Economy

Trading on weather takes off in unpredictable climate

An energy retailer may want to hedge the risk of lost revenue if summer turns out to be cooler than normal. These variables can be plotted with precision using models that combine historical data with short and long-term weather predictions to create a product suited to the client.

Unpredictable and intense weather events are putting upward pressure on insurance premiums.Credit: Getty

Demand for weather derivatives is soaring, with average trading volumes for listed products jumping more than 260 per cent in 2023, according to the CME Group. The number of listed weather derivative contracts that year was 48 per cent higher than the previous May.

Those publicly traded derivatives may represent just 10 per cent of all activity.
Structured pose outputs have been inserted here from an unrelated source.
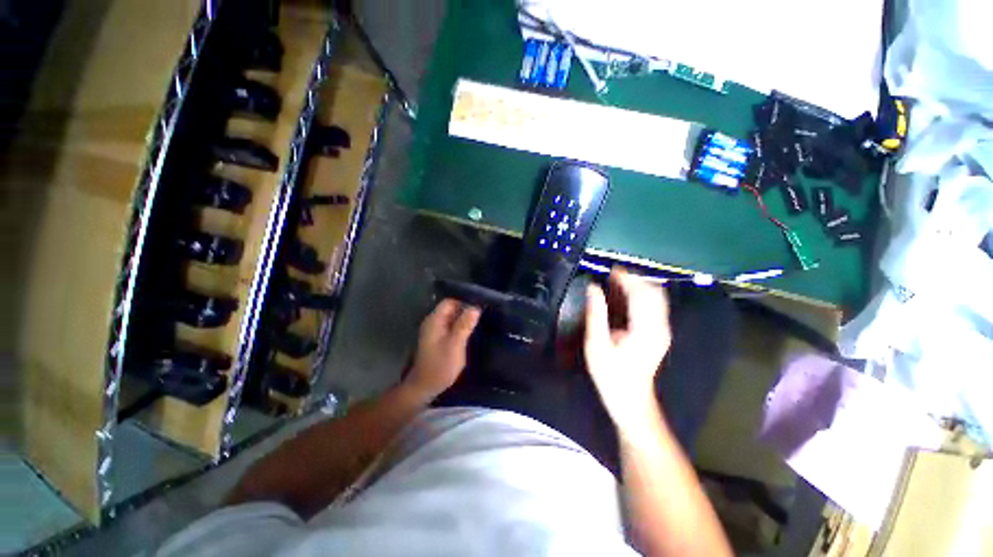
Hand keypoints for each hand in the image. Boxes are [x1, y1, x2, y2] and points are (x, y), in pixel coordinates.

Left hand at [403, 299, 480, 402]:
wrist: (425, 387)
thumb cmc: (440, 366)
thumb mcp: (455, 345)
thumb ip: (464, 325)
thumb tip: (475, 307)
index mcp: (435, 320)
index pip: (450, 301)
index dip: (465, 300)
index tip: (480, 303)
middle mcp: (433, 322)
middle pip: (451, 308)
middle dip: (466, 308)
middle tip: (484, 311)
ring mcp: (435, 330)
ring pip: (452, 317)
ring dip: (464, 317)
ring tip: (481, 318)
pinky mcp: (438, 338)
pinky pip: (451, 325)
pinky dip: (461, 325)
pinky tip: (471, 329)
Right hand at [584, 268, 671, 431]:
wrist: (631, 400)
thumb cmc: (611, 375)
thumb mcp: (597, 345)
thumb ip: (596, 314)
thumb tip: (593, 288)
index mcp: (645, 329)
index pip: (641, 293)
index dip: (627, 278)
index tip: (611, 269)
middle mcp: (659, 326)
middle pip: (654, 292)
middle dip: (634, 279)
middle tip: (612, 274)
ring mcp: (662, 330)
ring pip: (656, 297)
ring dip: (638, 286)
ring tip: (617, 281)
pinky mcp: (659, 333)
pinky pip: (654, 306)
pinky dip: (640, 296)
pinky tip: (625, 296)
According to some industry estimates, there may be as much as $US25 billion ($40.2 billion) of weather derivatives overall.

Weather derivatives started trading over the counter in 1997 and evolved into an investment class listed on the CME, initially in the US alone and later in Europe and Australia. In 2004, the CME expanded its portfolio to Japan, adding Tokyo and Osaka as its first Asian markets.

They took off more recently as weather became more unpredictable and businesses were forced to find new ways to track related risks. Part of the impulse for this has come from their own investors, who leaned on companies to disclose their climate-related risk exposure and make plans to address it.

A growing body of literature suggests the impacts of climate change on the global economy may be much greater than previously thought. A study found that a 1°C rise in temperature may lead to a permanent decline in global economic output of as much as 12 per cent, a situation comparable to the 1929 Great Depression.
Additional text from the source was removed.